After scrolling around the subsequent pages, I noticed that the website actually allowed you to download all of its content in a single archive, which I assumed would be a .zip or .rar file. After clicking the link, it brought me to a 404 File not Found page. What I did notice, however, was that the URL ended in .torrent, meaning the single archive file is actually in .torrent form.
Since .torrent files are commonly used to share files, sometimes large files anonymously, I simply typed in the file name (cablegate-201101132206.7z.torrent) into Google. The search brought back no promising results, bringing back sketchy websites that require you to pay to access the file. No thanks.
I then searched for the .torrent file directly on The Pirate Bay, and again the search brought back no results. I then searched “Cablegate” on The Pirate Bay, which brought back 148 files. It seemed that ~5MB files were being uploaded daily from anonymous users. I then torrented all the files that were available (2010/11/28 – 2011/01/08) using Transmission.
The files downloaded incredibly quickly, but were compressed with a .7z file extension.
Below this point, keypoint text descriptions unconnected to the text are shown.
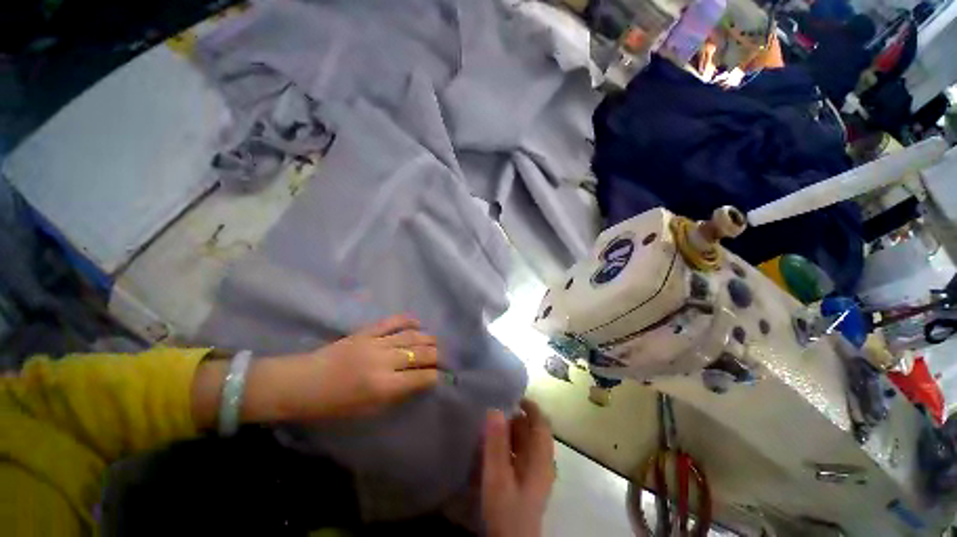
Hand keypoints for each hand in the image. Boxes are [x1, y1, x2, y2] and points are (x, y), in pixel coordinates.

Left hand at [231, 315, 439, 423]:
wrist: (300, 383)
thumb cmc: (332, 405)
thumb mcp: (366, 410)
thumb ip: (395, 395)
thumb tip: (417, 382)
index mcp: (382, 386)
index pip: (420, 377)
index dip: (435, 376)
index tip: (442, 376)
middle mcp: (383, 361)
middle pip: (420, 353)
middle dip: (436, 356)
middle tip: (443, 358)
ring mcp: (375, 343)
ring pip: (411, 336)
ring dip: (427, 338)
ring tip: (435, 342)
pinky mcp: (366, 331)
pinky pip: (392, 322)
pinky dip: (408, 320)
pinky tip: (418, 323)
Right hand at [481, 400, 554, 536]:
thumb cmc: (506, 510)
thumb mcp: (498, 476)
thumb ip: (496, 443)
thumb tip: (495, 409)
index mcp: (541, 457)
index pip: (542, 422)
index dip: (529, 406)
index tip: (512, 397)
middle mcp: (543, 461)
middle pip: (534, 431)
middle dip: (516, 419)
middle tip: (495, 414)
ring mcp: (537, 472)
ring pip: (528, 442)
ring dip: (512, 432)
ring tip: (492, 429)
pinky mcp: (530, 481)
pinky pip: (522, 454)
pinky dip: (511, 445)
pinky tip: (496, 450)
I then downloaded The Unarchiver, which is an archive utility for Mac OSX. The files uncompressed easily and the entire process of downloading the torrents and then unarchiving them took approximately fifteen minutes. I then dumped all the files into a folder. The folder totalled 6.45 GB, which seems huge for a bunch of .html/text files. The total number of files in the folder equates to a whopping 167,214 files, which is odd seeing as only 2428 cables have been released as of today, January 16th 2011.
The files are formatted in .html and occasionally .txt, and are labelled with numbers (cablegate-201012041409). This is extremely frustrating because you cannot search using keywords. When I searched the title TERRORISM FINANCE: REQUEST FOR POSTS ASSISTANCE, which is the title of a cable on the Cable Viewer, Mac OSX returned 132 results.
Clearly, these files seem to be in no organizational or hierarchical structure, and are not properly searchable. In order to use these files, they need to be sorted through, renamed, and formatted in a way that allows for easy viewing. The Guardian has sorted the cables using Google Fusion Tables, but does not allow users to actually read the cables.
To sum up, trying to access these files was difficult since the link to the Wikileaks full site archive is broken. Once downloaded through torrents, the files are difficult to read and use as there is not a suitable way to search through the documents.